From: Lee Corbin (lcorbin@tsoft.com)
Date: Wed Oct 30 2002 - 23:57:58 MST
gts writes
> Lee Corbin,
>
> I think I understand the reason you cannot seem to see things as I do (and
> as others like Eugene do). It seems that I am looking at the forking problem
> consistently from a completely objective "bird's eye view," while you are
> not.
Amazing. I think that it is *you* who don't take the God's eye
point of view, i.e., consider an objective view from on-high;
a "bird's eye view", if you will.
> Allow me to explain with an illustration:
>
> 1) You, Lee, are a friend of someone named Bob.
>
> 2) Unbeknownst to you, Bob is considering a forking procedure.
>
> 3) You have lunch with Bob before he departs on his secret journey to visit
> a reputable fork-master in a nearby town.
>
> 4) You reason that after Bob's forking there are now two people of relevance
> in the nearby town. (Let us call them Bob-A and Bob-B.)

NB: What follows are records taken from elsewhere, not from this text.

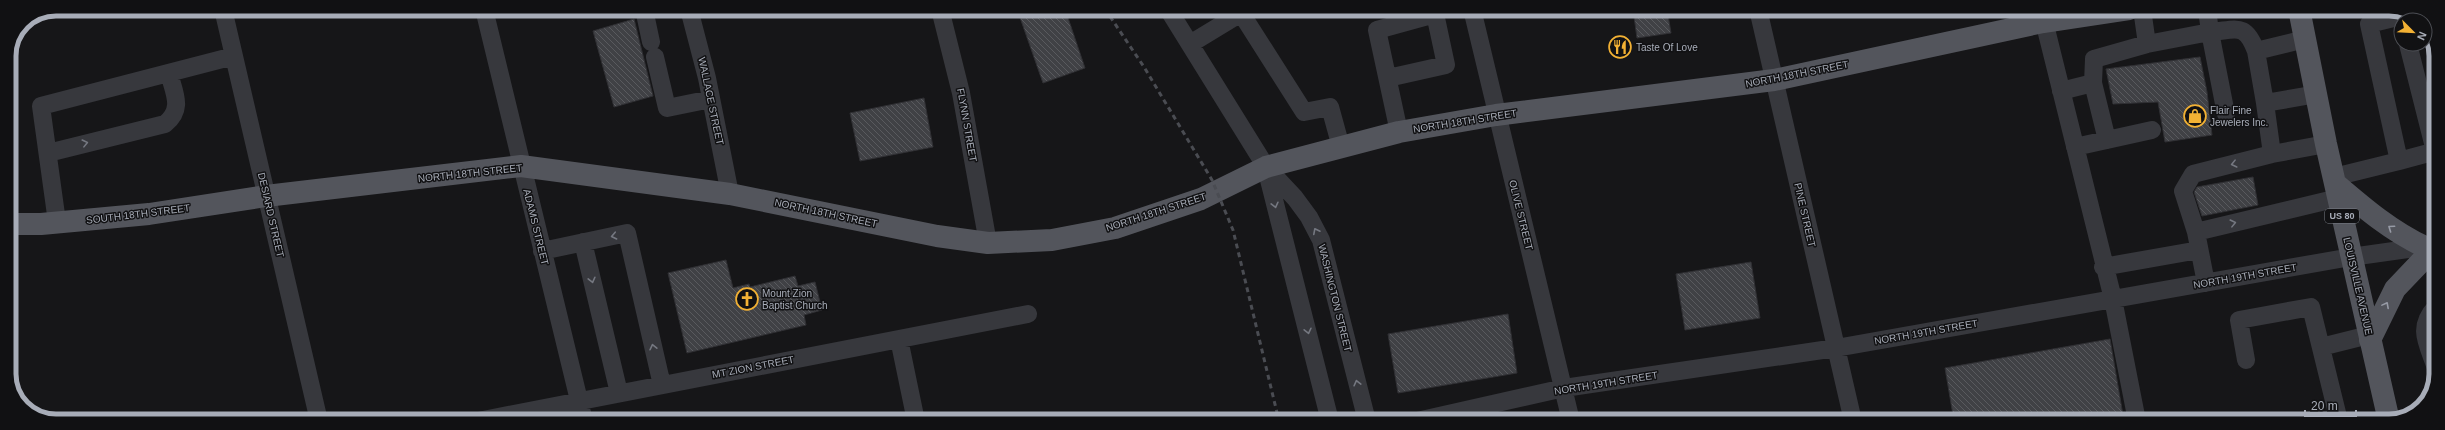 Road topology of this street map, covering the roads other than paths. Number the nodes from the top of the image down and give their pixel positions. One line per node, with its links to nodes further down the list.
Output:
1 (225, 16): 25 (street, DESIARD STREET)
2 (486, 16): 47 (street, ADAMS STREET)
3 (646, 16): 32 (street)
4 (692, 16): 32 (street, WALLACE STREET)
5 (942, 16): 56 (street, FLYNN STREET)
6 (1172, 16): 21 (street, WASHINGTON STREET)
7 (1232, 16): 21 (street)
8 (1242, 16): 41 (street)
9 (1421, 16): 27 (street)
10 (1435, 16): 27 (street)
11 (1474, 16): 35 (street, OLIVE STREET)
12 (1760, 16): 28 (street, PINE STREET)
13 (2038, 16): 28 (main road, NORTH 18TH STREET)
14 (2042, 16): 30 (street)
15 (2143, 16): 22 (street)
16 (2208, 16): 19 (street)
17 (2300, 16): 20 (main road, LOUISVILLE AVENUE / US 80)
18 (2393, 18): 46 (street)
19 (2210, 32): 22 (street); 23 (street); 34 (street)
20 (2305, 39): 23 (street); 31 (main road, LOUISVILLE AVENUE / US 80)
21 (1190, 44): 48 (street, WASHINGTON STREET)
22 (2147, 44): 29 (street)
23 (2256, 51): 33 (street)
24 (2410, 52): 36 (street)
25 (234, 56): 26 (street); 51 (street, DESIARD STREET)
26 (169, 73): 43 (street, one-way to 26); 43 (street)
27 (1388, 78): 38 (street)
28 (1774, 80): 35 (main road, NORTH 18TH STREET); 70 (street, PINE STREET)
29 (2093, 83): 30 (street); 39 (street)
30 (2061, 91): 42 (street)
31 (2317, 94): 33 (street); 40 (main road, LOUISVILLE AVENUE / US 80)
32 (711, 99): 50 (street, WALLACE STREET)
33 (2265, 103): 44 (street)
34 (2226, 114)
35 (1496, 115): 38 (main road, NORTH 18TH STREET); 75 (street, OLIVE STREET)
36 (2429, 129)
37 (2152, 130): 39 (street)
38 (1399, 132): 41 (main road, NORTH 18TH STREET)
39 (2107, 140): 42 (street)
40 (2326, 144): 44 (street); 49 (main road, LOUISVILLE AVENUE / US 80)
41 (1341, 147): 48 (main road, NORTH 18TH STREET)
42 (2075, 147): 63 (street)
43 (48, 153): 52 (street)
44 (2272, 154): 54 (street, one-way to 54)
45 (2429, 154): 46 (street)
46 (2399, 161): 49 (street)
47 (521, 166): 50 (main road, NORTH 18TH STREET); 51 (main road, NORTH 18TH STREET); 60 (street, ADAMS STREET)
48 (1266, 167): 56 (main road, NORTH 18TH STREET); 82 (street, WASHINGTON STREET, one-way to 82); 83 (street, WASHINGTON STREET, one-way to 48)
49 (2336, 186): 54 (street, one-way to 49); 57 (main road, one-way to 49); 62 (main road, LOUISVILLE AVENUE / US 80)
50 (730, 194): 56 (main road, NORTH 18TH STREET)
51 (266, 196): 52 (main road, SOUTH 18TH STREET); 78 (street, DESIARD STREET)
52 (57, 222): 53 (main road, SOUTH 18TH STREET)
53 (16, 224)
54 (2196, 232): 61 (street)
55 (583, 242): 60 (street); 74 (street, one-way to 55); 76 (street, one-way to 76)
56 (988, 243)
57 (2429, 245)
58 (2429, 246): 62 (street, NORTH 19TH STREET)
59 (2429, 249): 68 (main road, one-way to 59)
60 (542, 250): 77 (street, ADAMS STREET)
61 (2199, 250): 63 (street); 64 (street)
62 (2351, 257): 64 (street, NORTH 19TH STREET); 68 (main road, LOUISVILLE AVENUE / US 80)
63 (2103, 267): 65 (street)
64 (2206, 283): 65 (street, NORTH 19TH STREET)
65 (2113, 299): 70 (street, NORTH 19TH STREET); 87 (street)
66 (2429, 313): 72 (street)
67 (1028, 314): 69 (street, MT ZION STREET)
68 (2370, 338): 71 (street); 89 (main road, LOUISVILLE AVENUE / US 80)
69 (899, 339): 74 (street, MT ZION STREET); 81 (street)
70 (1836, 348): 75 (street, NORTH 19TH STREET); 86 (street, PINE STREET)
71 (2321, 348): 73 (street); 88 (street)
72 (2429, 348)
73 (2246, 360)
74 (662, 385): 76 (street, MT ZION STREET)
75 (1564, 388): 84 (street, NORTH 19TH STREET); 85 (street, OLIVE STREET)
76 (619, 393): 77 (street, MT ZION STREET)
77 (579, 401): 79 (street, MT ZION STREET); 80 (street, ADAMS STREET)
78 (317, 414)
79 (513, 414)
80 (582, 414)
81 (915, 414)
82 (1328, 414)
83 (1365, 414)
84 (1448, 414)
85 (1570, 414)
86 (1851, 414)
87 (2136, 414)
88 (2336, 414)
89 (2386, 414)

Okay, so I have no idea that Bob is off getting duplicated.
> 5) You reason [correctly] that if Bob-A returns to your town to visit you,
> you will have no way to know anything happened to Bob. Bob-A will appear to
> be the same Bob you've always known..
Yes, I won't be aware of the A-B situation.

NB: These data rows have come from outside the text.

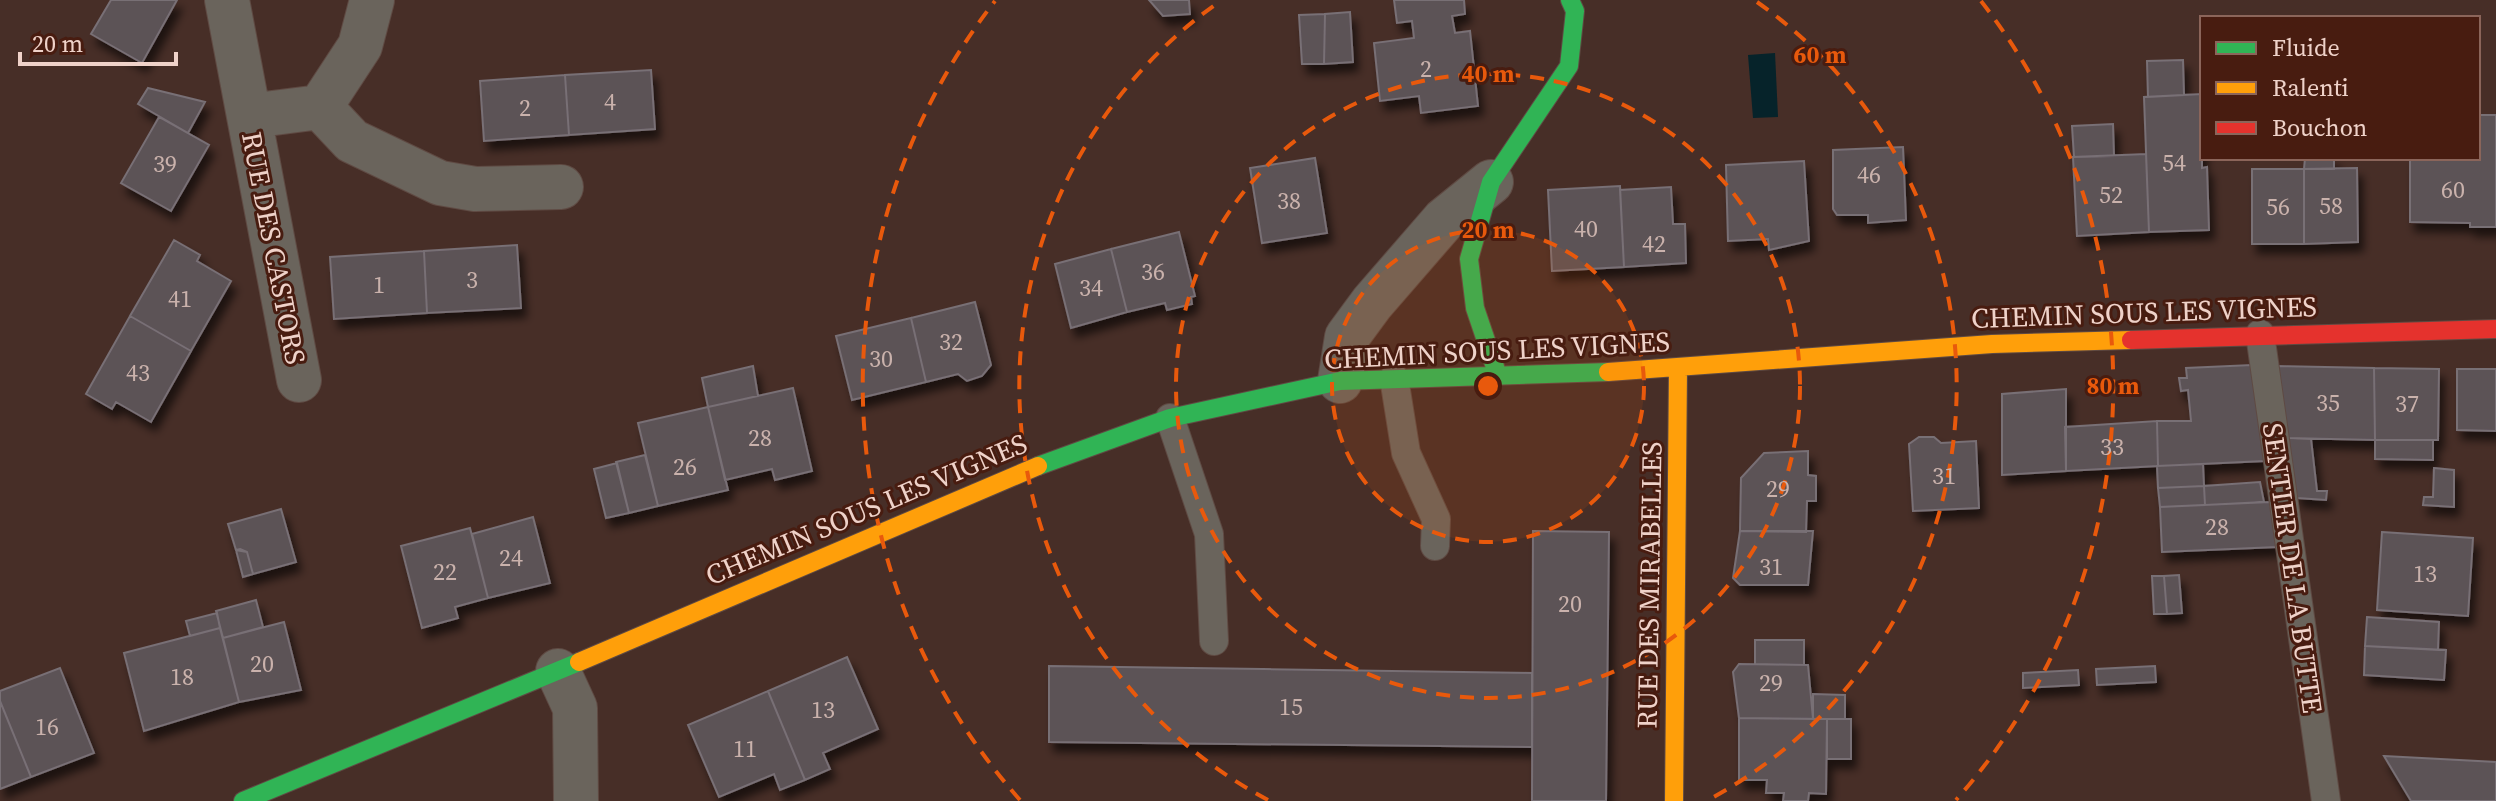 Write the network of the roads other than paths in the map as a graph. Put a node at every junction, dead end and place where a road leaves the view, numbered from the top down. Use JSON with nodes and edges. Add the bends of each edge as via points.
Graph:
{"nodes":[{"id":1,"x":227,"y":0,"type":"edge"},
{"id":2,"x":372,"y":0,"type":"edge"},
{"id":3,"x":1570,"y":0,"type":"edge"},
{"id":4,"x":320,"y":107,"type":"junction"},
{"id":5,"x":250,"y":116,"type":"junction"},
{"id":6,"x":1491,"y":182,"type":"junction"},
{"id":7,"x":561,"y":187,"type":"dead end"},
{"id":8,"x":2496,"y":329,"type":"edge"},
{"id":9,"x":2260,"y":334,"type":"junction"},
{"id":10,"x":1678,"y":369,"type":"junction"},
{"id":11,"x":1497,"y":373,"type":"junction"},
{"id":12,"x":1394,"y":378,"type":"junction"},
{"id":13,"x":299,"y":380,"type":"dead end"},
{"id":14,"x":1340,"y":381,"type":"junction"},
{"id":15,"x":1170,"y":418,"type":"junction"},
{"id":16,"x":1435,"y":546,"type":"dead end"},
{"id":17,"x":1214,"y":641,"type":"dead end"},
{"id":18,"x":558,"y":671,"type":"junction"},
{"id":19,"x":243,"y":801,"type":"edge"},
{"id":20,"x":576,"y":801,"type":"edge"},
{"id":21,"x":1674,"y":801,"type":"edge"},
{"id":22,"x":2326,"y":801,"type":"edge"}],
"edges":[{"from":1,"to":5,"type":"street","name":"RUE DES CASTORS"},
{"from":2,"to":4,"type":"street","via":[[360,46]]},
{"from":3,"to":6,"type":"street","via":[[1575,11],[1569,66]]},
{"from":4,"to":5,"type":"street","name":"RUE DES CASTORS"},
{"from":4,"to":7,"type":"street","via":[[352,141],[440,183],[475,189]]},
{"from":5,"to":13,"type":"street","name":"RUE DES CASTORS"},
{"from":6,"to":11,"type":"street","via":[[1469,259],[1475,308]]},
{"from":6,"to":14,"type":"street","via":[[1444,220],[1372,303],[1347,337]]},
{"from":8,"to":9,"type":"street","name":"CHEMIN SOUS LES VIGNES"},
{"from":9,"to":10,"type":"street","name":"CHEMIN SOUS LES VIGNES","via":[[1992,344]]},
{"from":9,"to":22,"type":"lane","name":"SENTIER DE LA BUTTE"},
{"from":10,"to":11,"type":"street","name":"CHEMIN SOUS LES VIGNES"},
{"from":10,"to":21,"type":"street","name":"RUE DES MIRABELLES"},
{"from":11,"to":12,"type":"street","name":"CHEMIN SOUS LES VIGNES"},
{"from":12,"to":14,"type":"street","name":"CHEMIN SOUS LES VIGNES"},
{"from":12,"to":16,"type":"lane","via":[[1406,453],[1436,519]]},
{"from":14,"to":15,"type":"street","name":"CHEMIN SOUS LES VIGNES"},
{"from":15,"to":17,"type":"lane","via":[[1209,534]]},
{"from":15,"to":18,"type":"street","name":"CHEMIN SOUS LES VIGNES","via":[[1061,456]]},
{"from":18,"to":19,"type":"street","name":"CHEMIN SOUS LES VIGNES"},
{"from":18,"to":20,"type":"street","via":[[575,708]]}]}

> 6) Similarly, you reason [correctly] that if Bob-B returns to visit you, you
> will have no way to know anything happened to Bob. Bob-B will appear to be
> the same Bob you've always known.
Well, isn't that a tautology? Remember, I don't know that any
forking has occurred.
> 7) You reflect upon 5) and 6) and conclude [incorrectly] that Bob-A and
> Bob-B must have the same identity.
Huh? I didn't know! (Pre-reading didn't help! That was still a jolt.)
> If you read the above very carefully, you'll see that your perspective on
> the problem changes midstream. In 1) through 3) you have no knowledge of
> Bob's impending forking procedure. In 4) through 6) you suddenly take the
> all-knowing bird's eye view. And here is the real problem: in 5) and 6) you
> think of yourself as having the unwitting non-bird's eye view when in fact
> you are thinking and reasoning as one with the all-knowing bird's eye view.

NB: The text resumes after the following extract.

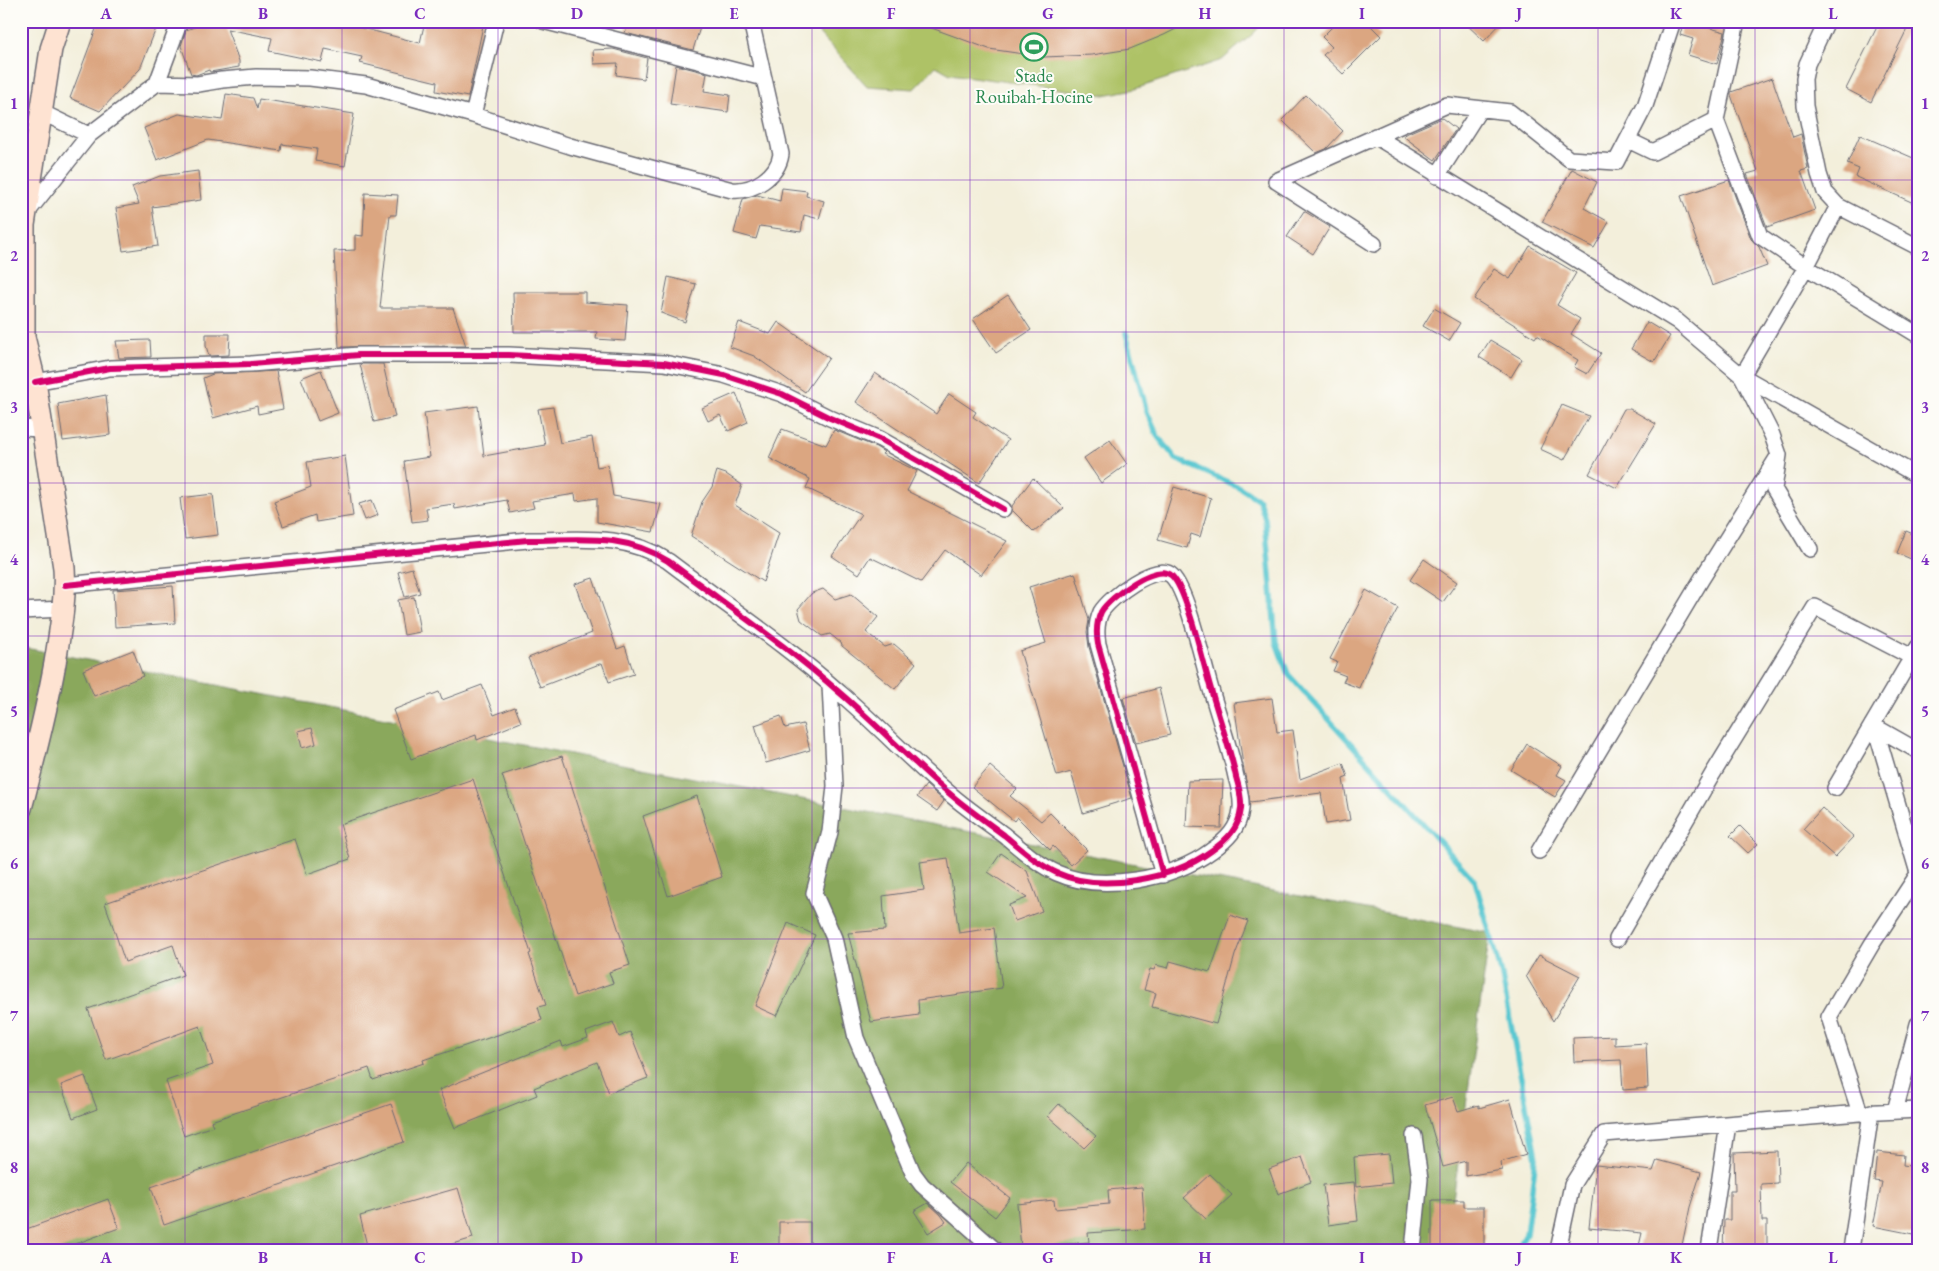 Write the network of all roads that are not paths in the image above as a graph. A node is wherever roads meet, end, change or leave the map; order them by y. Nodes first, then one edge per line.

Oh, yes, yes. That's elementary. No, that's not the "mistake"
I'm making. The issue is infinitely more difficult than this!
> Assuming you really believe what you are saying to us, I think your
> confusion is due to a shifting of your perspectives similar to that which I
> describe above. If you take the bird's eye view throughout the *entire*
> problem, (as I and Eugene do)...
In the first place, you and Eugen are at entirely different
levels in my hierarchy. There are two or three operations
to which Eugen accedes that you do not. He will teleport,
and finds backups entirely suitable. In other words, if
*you* walk into a backup facility and stare at your
(metaphorically) frozen backup, you'll say "That's not me!".
But Eugen has stated that backups are fine, provided that they
get no run time *prior* to the deanimation of his primary.
(Just why it matters so much when they get run time is
of course the whole problem with *time* that causes many of
us to disagree. Eugen is now saying that the idea only makes
him uncomfortable now, but he may get used to it later.)
So which level of my hierarchy are you on? Do you agree to
teleport where information is sent and different atoms used?
> We can and should see the problem from a bird's eye view.
Oh, absolutely. A bird's eye view comes closest to an
objective physical description. You see, from an objective
physics description, your duplicate is just as much you as
you are. It's when you allow this truth into your heart
(i.e. your intuition) then you can shake off the non-objective
view looking out of your own skull towards your duplicate,
saying "he's not me!", and rise to the bird's eye view.